We see this in the Democratic leadership’s response to the calls for defunding the police, an unfortunate slogan but in its particulars a good idea. (More on that below.)
“Triangulation” is what Bill Clinton called his moves to the right during his presidency. Clinton described his approach as avoiding the left and the right and establishing a third point above these two “extremes,” and thus the triangle.
He claimed to be taking the best of left and right; however, he moved the party leadership to the right. But this was by design.
Some of Clinton’s policies hurt a lot of Americans. As a result, many abandoned the Democratic Party.
This fact is not discussed with any regularity. Consequently, Bill Clinton is not usually blamed for some of his actions. Thus, the moniker “Teflon Bill.”
Clinton’s vehicle was the Democratic Leadership Council (DLC), founded in 1985 by Democratic operatives Al From and Will Marshall, and such Democratic leaders as Governors Chuck Robb (Virginia), Bruce Babbit (Arizona), and Lawton Chiles (Florida), and Senator Sam Nunn of Georgia.

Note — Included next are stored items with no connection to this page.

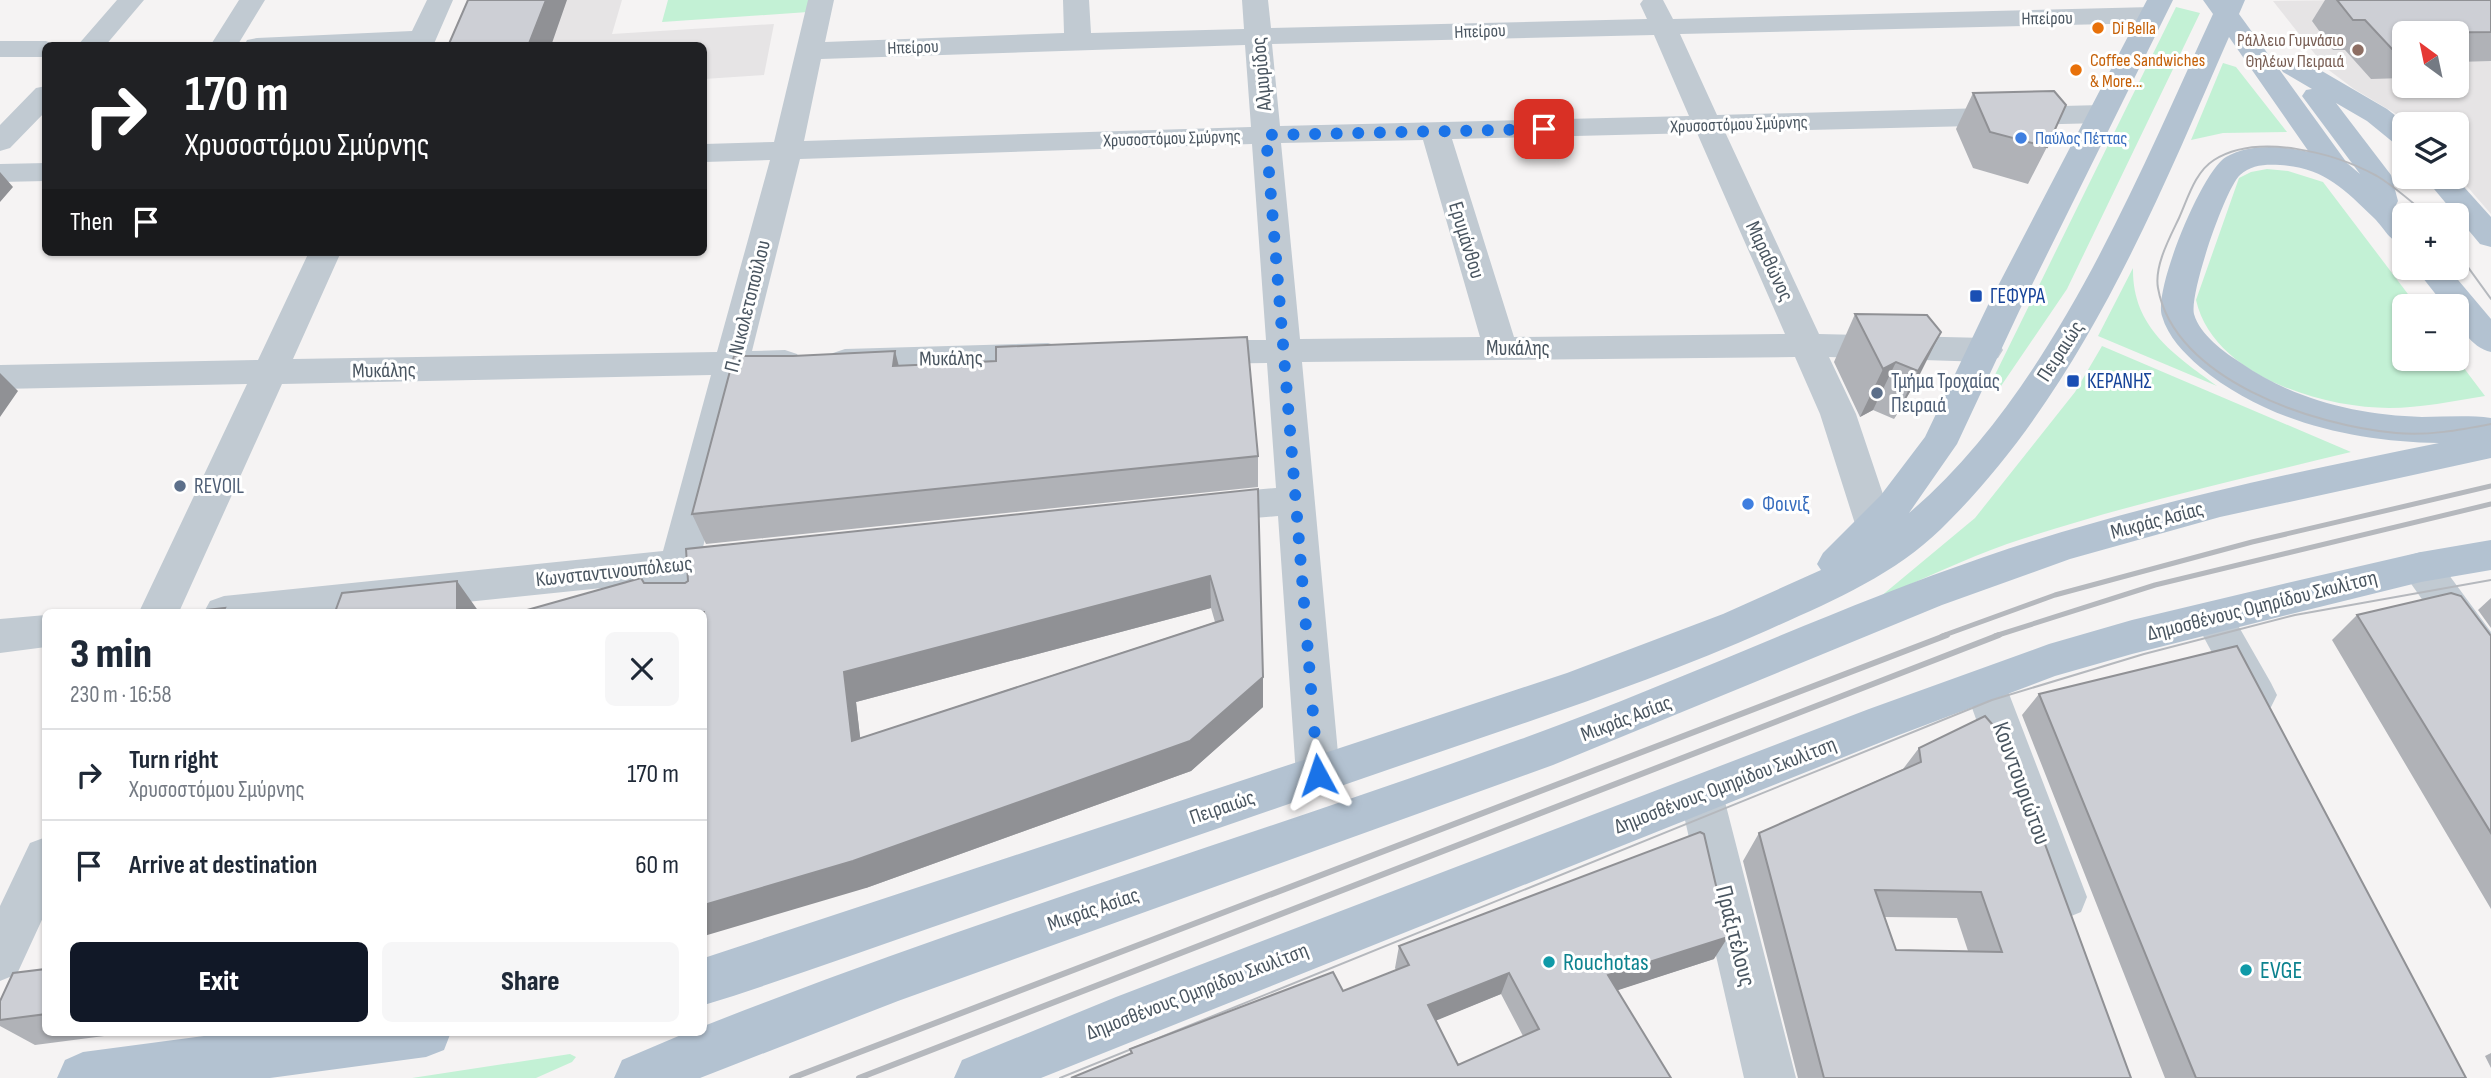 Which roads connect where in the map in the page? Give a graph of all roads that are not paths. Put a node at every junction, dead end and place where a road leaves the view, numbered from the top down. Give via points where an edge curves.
1 (131, 0) edge
2 (251, 0) edge
3 (440, 0) edge
4 (821, 0) edge
5 (1076, 0) edge
6 (1255, 0) edge
7 (2229, 4) edge
8 (2156, 8) edge
9 (1658, 13) edge
10 (1258, 37) junction
11 (1078, 41) junction
12 (94, 42) edge
13 (225, 42) edge
14 (421, 42) edge
15 (0, 49) edge
16 (42, 49) edge
17 (808, 51) junction
18 (2293, 66) junction
19 (42, 98) edge
20 (2102, 114) junction
21 (1708, 125) junction
22 (2392, 127) edge
23 (1435, 131) junction
24 (1266, 135) junction
25 (0, 142) edge
26 (787, 150) junction
27 (707, 153) edge
28 (2336, 169) junction
29 (42, 172) edge
30 (0, 173) edge
31 (2449, 189) edge
32 (2392, 217) edge
33 (2392, 221) edge
34 (2491, 237) edge
35 (323, 256) edge
36 (2441, 280) edge
37 (2491, 341) edge
38 (1809, 345) junction
39 (1500, 348) junction
40 (1283, 349) junction
41 (1986, 350) junction
42 (1159, 353) edge
43 (1077, 355) edge
44 (732, 363) junction
45 (270, 372) junction
46 (0, 377) edge
47 (2491, 430) edge
48 (2491, 445) edge
49 (1296, 500) junction
50 (1178, 511) edge
51 (1875, 527) junction
52 (774, 554) edge
53 (2491, 555) edge
54 (678, 565) junction
55 (2421, 567) junction
56 (160, 609) edge
57 (253, 609) edge
58 (681, 609) edge
59 (1776, 609) junction
60 (2214, 617) junction
61 (42, 631) edge
62 (0, 636) edge
63 (2491, 664) edge
64 (1985, 686) junction
65 (2275, 730) edge
66 (1318, 775) junction
67 (1701, 794) junction
68 (42, 868) edge
69 (2078, 934) edge
70 (0, 958) edge
71 (707, 981) edge
72 (770, 1025) junction
73 (396, 1036) edge
74 (83, 1078) edge
75 (640, 1078) edge
76 (705, 1078) edge
77 (980, 1078) edge
78 (1770, 1078) edge

1 - 12 street
2 - 13 street
3 - 14 street
4 - 17 street, Π. Νικολετοπούλου
5 - 11 street
6 - 10 street, Αλμυρίδος
7 - 18 main road
7 - 28 main road
7 - 59 main road, Πειραιώς via 2103,281 2020,411 1946,500 1894,547 1832,584
8 - 9 street, Ηπείρου
8 - 20 main road, Πειραιώς
9 - 10 street, Ηπείρου
9 - 21 street, Μαραθώνος
10 - 11 street, Ηπείρου
10 - 24 street, Αλμυρίδος
11 - 17 street, Ηπείρου
15 - 16 street
17 - 26 street, Π. Νικολετοπούλου
18 - 22 main road
18 - 32 main road via 2375,175
19 - 25 street
20 - 21 street, Χρυσοστόμου Σμύρνης
20 - 41 main road, Πειραιώς
21 - 23 street, Χρυσοστόμου Σμύρνης
21 - 38 street, Μαραθώνος
23 - 24 street, Χρυσοστόμου Σμύρνης
23 - 39 street, Ερυμάνθου
24 - 26 street, Χρυσοστόμου Σμύρνης
24 - 40 street, Αλμυρίδος
26 - 27 street, Χρυσοστόμου Σμύρνης
26 - 44 street, Π. Νικολετοπούλου
28 - 33 main road
28 - 47 main road via 2272,156 2249,158 2228,169 2175,299 2182,328 2226,371 2258,390 2317,413 2398,428
29 - 30 street
31 - 34 main road
35 - 45 street
36 - 37 main road
38 - 39 street, Μυκάλης
38 - 41 street, Μυκάλης
38 - 51 street, Μαραθώνος via 1838,414
39 - 40 street, Μυκάλης
40 - 42 street, Μυκάλης
40 - 49 street, Αλμυρίδος
41 - 51 main road, Πειραιώς via 1939,444
43 - 44 street, Μυκάλης
44 - 45 street, Μυκάλης
44 - 54 street, Π. Νικολετοπούλου
45 - 46 street, Μυκάλης
45 - 56 street
48 - 72 main road, Μικράς Ασίας via 2240,499 2061,547 1972,577 1645,712
49 - 50 street
49 - 66 street, Αλμυρίδος
51 - 59 main road, Πειραιώς via 1823,576
52 - 54 street, Κωνσταντινουπόλεως
53 - 55 main road, Δημοσθένους Ομηρίδου Σκυλίτση
54 - 57 street, Κωνσταντινουπόλεως
54 - 58 street, Π. Νικολετοπούλου
55 - 60 main road, Δημοσθένους Ομηρίδου Σκυλίτση
55 - 63 street
59 - 66 main road, Πειραιώς via 1677,651
60 - 64 main road, Δημοσθένους Ομηρίδου Σκυλίτση via 2049,661
60 - 65 street
61 - 62 street
64 - 67 main road, Δημοσθένους Ομηρίδου Σκυλίτση
64 - 69 street, Κουντουριώτου
66 - 71 main road, Πειραιώς
67 - 77 main road, Δημοσθένους Ομηρίδου Σκυλίτση
67 - 78 street, Πραξιτέλους
68 - 70 street
72 - 75 main road
72 - 76 main road via 741,1044
73 - 74 main road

Bill Clinton became chair of the DLC in 1989. Among its founding arguments was that the Democratic Party should shift away from its liberal orientation formed in the 1960s and 1970s. To do that, the DLC wrested control of the Democratic Party and pushed aside liberal leaders such as Mario Cuomo and Jesse Jackson.
Elected president in 1992, Clinton proceeded to govern from a more conservative position than the Democrats had followed in many years. His “triangulation” approach was the political strategy defined as when the politician does not take a role on the left or the right, liberal or conservative. Instead, they stand between or above these two positions and take from either, depending upon the circumstances. In practice, many of the positions taken are conservative.

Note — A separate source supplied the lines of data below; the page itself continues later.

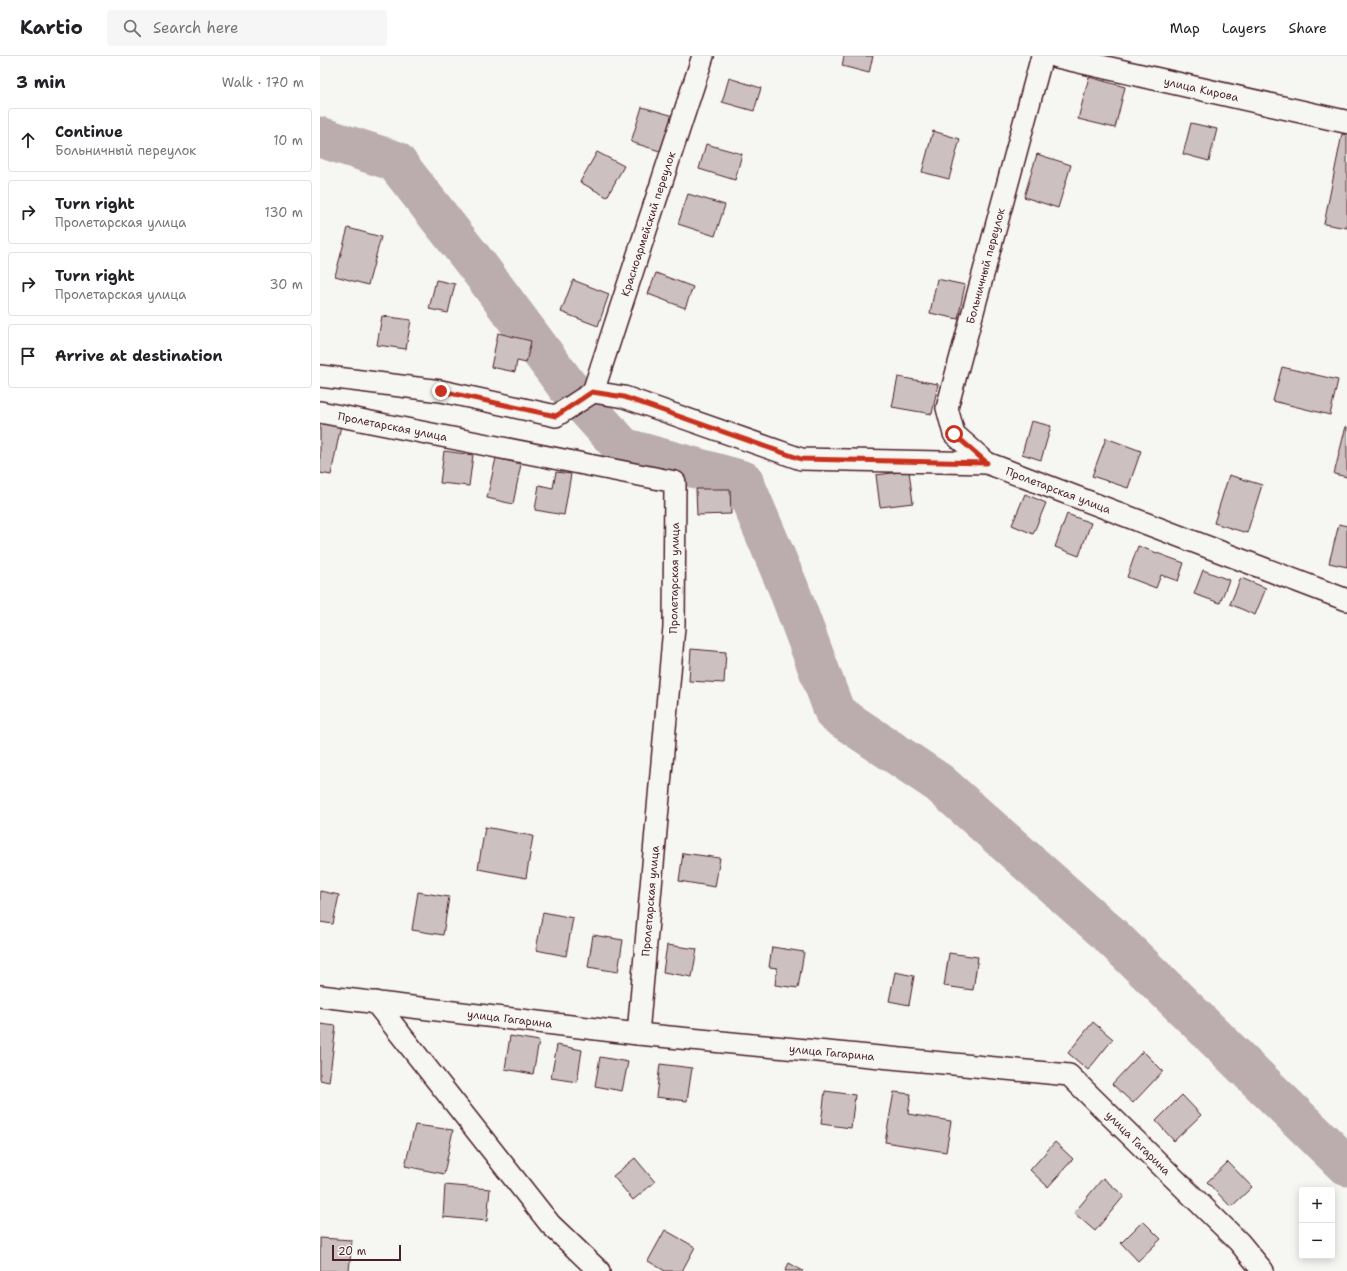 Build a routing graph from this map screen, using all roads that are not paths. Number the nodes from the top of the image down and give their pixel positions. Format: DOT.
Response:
graph roads {
  1 [pos="703,56"];
  2 [pos="1042,56"];
  3 [pos="1055,56"];
  4 [pos="1347,122"];
  5 [pos="320,376"];
  6 [pos="592,392"];
  7 [pos="320,412"];
  8 [pos="987,463"];
  9 [pos="1347,600"];
  10 [pos="320,996"];
  11 [pos="375,1002"];
  12 [pos="638,1034"];
  13 [pos="599,1271"];
  14 [pos="1263,1271"];
  1 -- 6 [label="street, Красноармейский переулок"];
  2 -- 8 [label="street, Больничный переулок"];
  3 -- 4 [label="street, улица Кирова"];
  5 -- 6 [label="street"];
  6 -- 8 [label="street, Пролетарская улица"];
  7 -- 12 [label="street, Пролетарская улица"];
  8 -- 9 [label="street, Пролетарская улица"];
  10 -- 11 [label="street, улица Гагарина"];
  11 -- 12 [label="street, улица Гагарина"];
  11 -- 13 [label="street"];
  12 -- 14 [label="street, улица Гагарина"];
}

Bill Clinton had run for the presidency on an anti-welfare platform and had praised Charles Murray’s radically racist ideas. In the book, The Bell Curve, Murray and Richard Herrnstein argued that social welfare programs do not work because minorities have low IQs and cannot be helped to improve.

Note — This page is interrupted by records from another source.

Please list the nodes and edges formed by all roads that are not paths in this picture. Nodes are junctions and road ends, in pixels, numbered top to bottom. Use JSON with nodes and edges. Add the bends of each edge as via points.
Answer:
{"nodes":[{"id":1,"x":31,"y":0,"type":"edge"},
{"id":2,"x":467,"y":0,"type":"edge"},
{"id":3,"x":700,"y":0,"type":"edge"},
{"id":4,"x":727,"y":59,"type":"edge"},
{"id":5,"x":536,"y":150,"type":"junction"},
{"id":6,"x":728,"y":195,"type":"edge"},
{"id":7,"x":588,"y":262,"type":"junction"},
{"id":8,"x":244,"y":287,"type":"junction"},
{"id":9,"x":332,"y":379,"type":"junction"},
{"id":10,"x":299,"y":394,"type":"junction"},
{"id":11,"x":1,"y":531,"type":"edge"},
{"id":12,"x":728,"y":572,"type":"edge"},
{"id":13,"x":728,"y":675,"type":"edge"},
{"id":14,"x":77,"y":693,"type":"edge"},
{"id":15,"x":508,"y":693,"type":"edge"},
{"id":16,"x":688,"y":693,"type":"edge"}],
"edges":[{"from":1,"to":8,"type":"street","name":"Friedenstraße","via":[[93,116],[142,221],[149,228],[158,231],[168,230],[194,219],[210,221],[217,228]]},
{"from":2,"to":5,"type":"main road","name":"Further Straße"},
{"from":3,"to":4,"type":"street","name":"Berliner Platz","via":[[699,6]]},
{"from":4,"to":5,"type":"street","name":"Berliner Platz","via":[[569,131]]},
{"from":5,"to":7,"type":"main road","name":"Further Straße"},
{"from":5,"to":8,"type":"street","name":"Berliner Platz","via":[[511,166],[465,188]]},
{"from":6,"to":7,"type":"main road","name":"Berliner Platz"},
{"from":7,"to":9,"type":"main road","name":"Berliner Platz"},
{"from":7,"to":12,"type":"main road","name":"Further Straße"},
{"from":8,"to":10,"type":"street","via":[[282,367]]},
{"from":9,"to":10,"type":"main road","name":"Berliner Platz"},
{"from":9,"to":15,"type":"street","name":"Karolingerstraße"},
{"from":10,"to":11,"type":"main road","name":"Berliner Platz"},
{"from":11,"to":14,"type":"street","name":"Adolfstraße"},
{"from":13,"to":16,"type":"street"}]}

In 1996, Charles Murray’s decade-plus campaign to end welfare for single mothers paid off when President Bill Clinton signed the Personal Responsibility and Work Opportunity Act, essentially killing traditional welfare programs with a specific emphasis on cutting welfare for low-income families with children. As a result, today, single mothers in America have the least social welfare support in the developed world. Also, extreme poverty doubled in the next 15 years.
Bill Clinton caused the most significant increase in federal and state prison inmates of any president in American history. Although he did not declare war on crime or drugs, he escalated each beyond what many conservatives had imagined possible.
In 1994 Clinton signed his now infamous $30 billion crime bill that created dozens of new federal capital crimes, mandated life sentences for some three-time offenders. In addition, he authorized more than $16 billion for state prison grants and the expansion of police forces. As a result, when Clinton left office in 2001, the United States had the highest incarceration rate in the world.
Clinton’s crime bill was a massive error. Not only did it not work, but it also made matters worse.
And now activists are calling for a reorientation of police work. They call it “defunding the police,” which means taking some of the funds used to militarize the police and providing these funds for social services, drug treatment, and other programs that address some of the causes of problems like crime.
Rather than follow rational ideas about policing, Democratic leaders agree with the right that defunding the police is a bad idea that Republicans support—triangulating but taking the conservative position of being against structural police reform.
As reported by Hamilton Nolan, the major problem here is that “police violence, mass incarceration, and the devastating, racist, and destructive War on Crime are all structural problems.”
Structural problems require structural solutions, not conservative tinkering.